1_Como é a sua base até chegar a desenvolver esses projetos?

Trabalho desde 2004 no campo de live media e performance. Meu dia-a-dia compreende em computadores, corpos, sons e imagens. Nos últimos cinco anos, venho criando performances que envolvem novas medias, instalações audiovisuais, e também participando criativamente em sistemas como cenários interativos para casas de espetáculos. Assim, venho desenvolvendo minhas próprias ferramentas para que a mensagem que quero passar seja feita da forma mais transparente, então eu gosto de criar meu próprio software usando ferramentas opensource e gratuitas e, posteriormente, criar dispositivos que posso aplicar em meu corpo.

2_Você pode falar um pouco da importância do Goldsmiths Digital Studios e do SARC no seu trabalho?

GDS e SARC vêm sendo excelentes centros de pesquisas por anos, mas apenas agora nós estamos contribuindo para a troca e também colaborações entre projetos e performances. No GDS, eu faço parte da equipe de pesquisa, liderado pelo artista e professor Atau Tanaka, pesquisando novas maneiras de execução e também interação entre público e música. Nós estudamos design de novos instrumentos musicais tentando fazer uma conexão com biotecnologia, o que é a minha área de especialização, junto com Inteligência Artificial, de forma que desenvolvemos novas noções musicais. Já o SARC representa a vanguarda dentro da música e sua relação com a emoção. Pesquisadores como Benjamin Knapp (que foi para o Virginia Tech recentemente) e Miguel Ortiz (nosso colaborador) têm focado seus trabalhos no entendimento da emoção na performance musical. Nosso interesse comum está aplicado ao “Liminal Corpus”, uma nova performance biomedia que apresentaremos no Rio junto com Anna Weisling e Miguel.

3_Em geral, qual importância da Goldsmith Digital Studios e Sarc Media Lab como instituições comparados a outros laboratório pelo mundo?

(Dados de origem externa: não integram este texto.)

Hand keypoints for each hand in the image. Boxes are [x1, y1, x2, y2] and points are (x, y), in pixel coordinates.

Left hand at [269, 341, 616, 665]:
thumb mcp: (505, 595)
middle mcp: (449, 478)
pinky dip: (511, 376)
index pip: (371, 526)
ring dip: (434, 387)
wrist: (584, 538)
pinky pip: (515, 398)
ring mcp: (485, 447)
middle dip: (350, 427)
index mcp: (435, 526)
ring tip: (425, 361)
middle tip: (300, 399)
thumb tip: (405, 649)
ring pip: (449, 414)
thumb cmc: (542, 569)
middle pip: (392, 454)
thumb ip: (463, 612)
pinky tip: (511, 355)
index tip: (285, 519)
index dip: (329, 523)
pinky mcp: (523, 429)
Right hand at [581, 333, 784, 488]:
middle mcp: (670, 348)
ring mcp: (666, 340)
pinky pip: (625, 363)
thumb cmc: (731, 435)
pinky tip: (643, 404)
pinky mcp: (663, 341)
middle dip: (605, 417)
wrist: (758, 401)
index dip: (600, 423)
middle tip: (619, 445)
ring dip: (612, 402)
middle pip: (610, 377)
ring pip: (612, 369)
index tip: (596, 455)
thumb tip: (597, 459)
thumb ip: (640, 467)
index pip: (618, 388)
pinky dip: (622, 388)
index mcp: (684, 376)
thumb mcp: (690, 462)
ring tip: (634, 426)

Não acho a comparação algo apropriado, pois todos os centros pelo mundo são igualmente importantes. No entanto, a relevância do GDS e do SARC para o nosso campo – novas tecnologias para performance musicais – é algo que fica claro nos trabalhos que estamos desenvolvendo. Acredito que o aspecto mais valioso de trabalhar num centro como o nosso é a capacidade de se conectar com outras pessoas e compartilhar técnicas e ideias. Um ambiente acadêmico pró-ativo pode ser incrivelmente produtivo.

4_ Você pode explicar as tecnologias usadas na sua performance e quem as criou?

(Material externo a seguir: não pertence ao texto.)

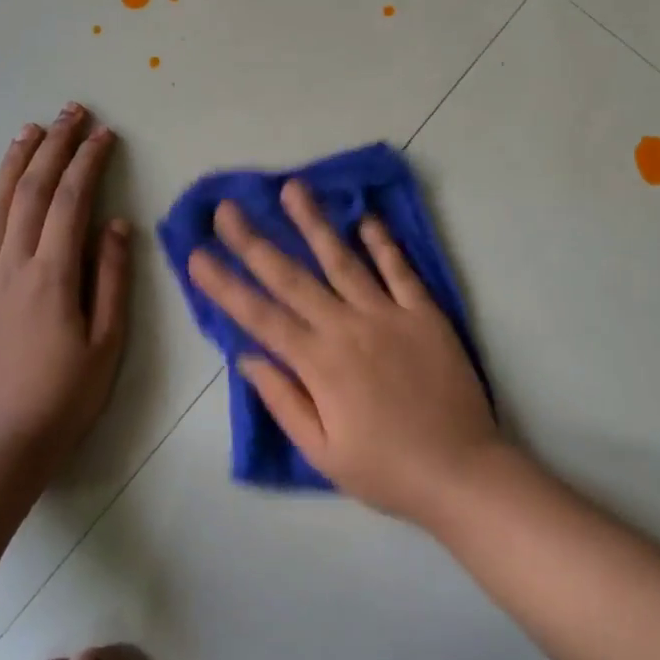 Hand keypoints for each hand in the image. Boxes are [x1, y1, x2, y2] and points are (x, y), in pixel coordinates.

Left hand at [0, 104, 130, 462]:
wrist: (2, 445)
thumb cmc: (66, 396)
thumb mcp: (108, 341)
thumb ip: (112, 278)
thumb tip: (117, 225)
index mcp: (54, 274)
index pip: (72, 201)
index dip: (89, 162)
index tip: (104, 134)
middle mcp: (13, 266)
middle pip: (32, 192)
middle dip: (54, 147)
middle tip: (71, 113)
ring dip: (12, 164)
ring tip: (29, 131)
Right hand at [187, 181, 502, 524]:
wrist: (462, 471)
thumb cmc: (386, 469)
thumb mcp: (323, 453)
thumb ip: (284, 401)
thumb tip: (247, 356)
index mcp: (319, 364)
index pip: (260, 316)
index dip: (225, 284)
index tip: (197, 254)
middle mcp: (347, 328)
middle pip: (293, 277)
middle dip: (255, 241)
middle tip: (227, 208)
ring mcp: (388, 314)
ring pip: (343, 260)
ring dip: (314, 223)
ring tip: (292, 188)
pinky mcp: (424, 313)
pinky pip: (399, 270)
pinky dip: (383, 242)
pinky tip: (366, 217)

A ideia geral por trás da nossa pesquisa – seja no GDS, seja no SARC – é a visão de um corpo que sofre intervenções de tecnologias. No GDS, nós trabalhamos com uma variedade de novos instrumentos musicais, como o Xth Sense (meu instrumento biofísico), o Biomuse (uma das interfaces pioneiras desenvolvidas por Benjamin Knapp e Hugh Lusted e usada por mais de 20 anos nas performances de Atau Tanaka) e o Mogees (uma interface que reconhece movimentos e gestos criada por Bruno Zamborlin). O SARC é referência na pesquisa de ondas cerebrais e outros sinais emitidos pelo corpo que são usados para performances musicais.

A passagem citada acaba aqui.